Mais me direz-vous, alors, si l’on met de côté l’épouvantail Sarkozy, ils sont corporatistes ou non les avocats ? J’sais pas. Regardez. Regardez qui s’indigne et dites-moi si Leclerc ou Dupont-Moretti ont l’air de rigolos défendant leur petit pré-carré pour des raisons d’argent ou de vanité. Ils volent au secours de leurs potes, répondrez-vous. « La confraternité, cette haine vigilante et souriante », écrivait un juriste d’autrefois. Les avocats c’est un peu comme les journalistes, derrière le copain sommeille le concurrent, alors l’amitié…Et puis la lettre qu’ils ont écrite a déjà recueilli 500 signatures. Il en a des potes, dites-moi, l’ami Herzog. Ils sont victimes de déformation professionnelle, tenterez-vous encore d’objecter. Très juste, mais il faut l’aimer et la protéger leur déformation professionnelle, parce qu’elle s’appelle Liberté. Ils hurlent déjà depuis plus de dix ans contre Bruxelles qui tente au nom de la lutte contre le blanchiment de leur imposer de dénoncer leurs clients. Et aujourd’hui, ils luttent en France pour que l’on ne puisse pas mettre tout le monde en taule en écoutant quelques avocats soigneusement choisis. A chaque fois, il y a toujours une soi-disant bonne raison pour rogner leur secret professionnel et par voie de conséquence les droits de chaque citoyen à avoir à ses côtés, dans les moments difficiles de son existence, quelqu’un qui fait écran entre lui et la brutalité de l’Etat. En réalité, la soi-disant bonne raison de toucher à leur secret ne résiste jamais à l’analyse.  Encore faut-il arrêter de servir le corporatisme à toutes les sauces et admettre l’impérieuse nécessité de donner à celui qui est attaqué les droits permettant de se défendre, à commencer par celui de tout confier à son avocat sans que cela puisse être révélé et se retourner contre lui.
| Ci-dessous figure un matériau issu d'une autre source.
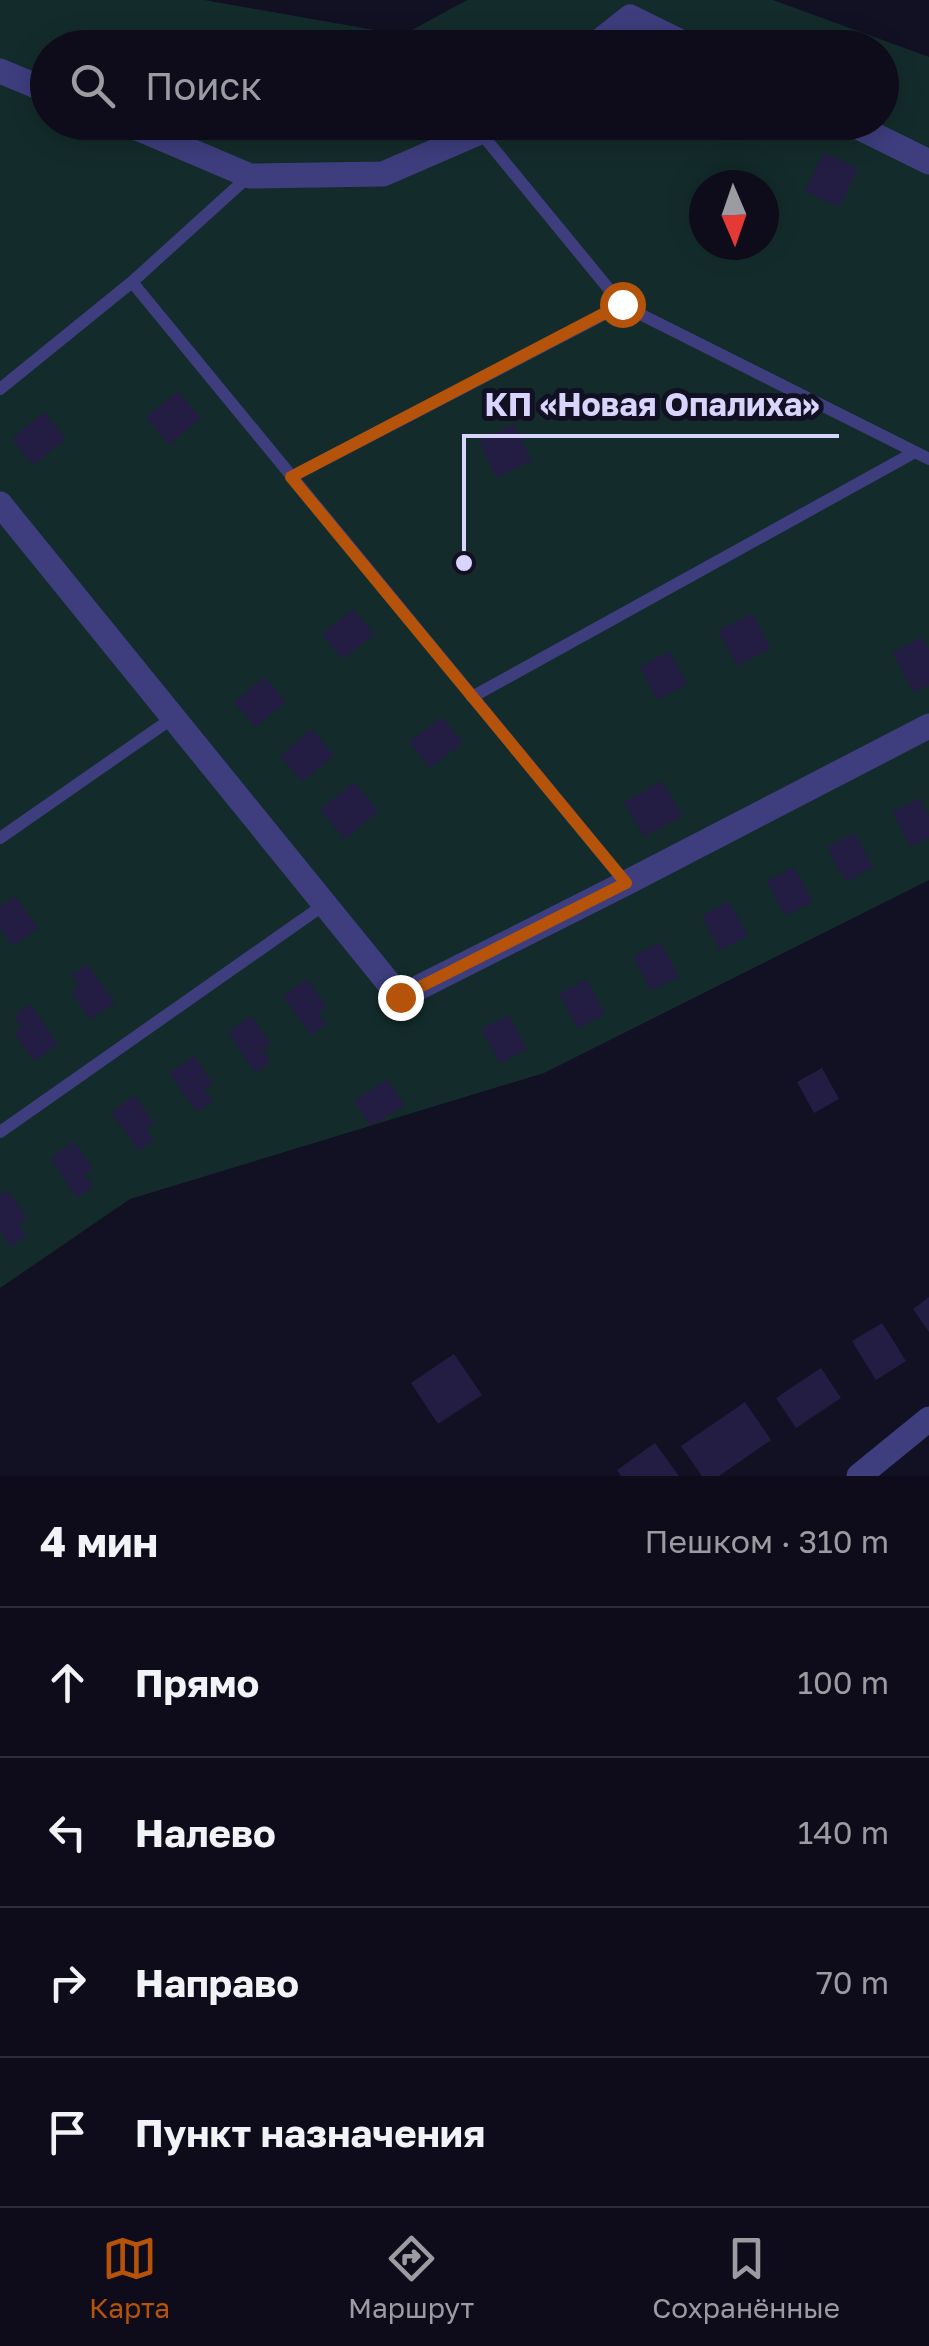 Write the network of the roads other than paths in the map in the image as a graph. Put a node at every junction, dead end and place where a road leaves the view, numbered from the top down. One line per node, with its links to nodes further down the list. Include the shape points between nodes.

Je ne sais même pas comment il est possible qu’un gouvernement de gauche parvienne à brouiller les esprits au point d’arriver à  ridiculiser leur indignation sur ce sujet, voire même à les humilier. Enfin si, je devine, parce que la basse politique est sur le point de tout emporter, à commencer par ce qu’elle prétend défendre : nos valeurs les plus fondamentales.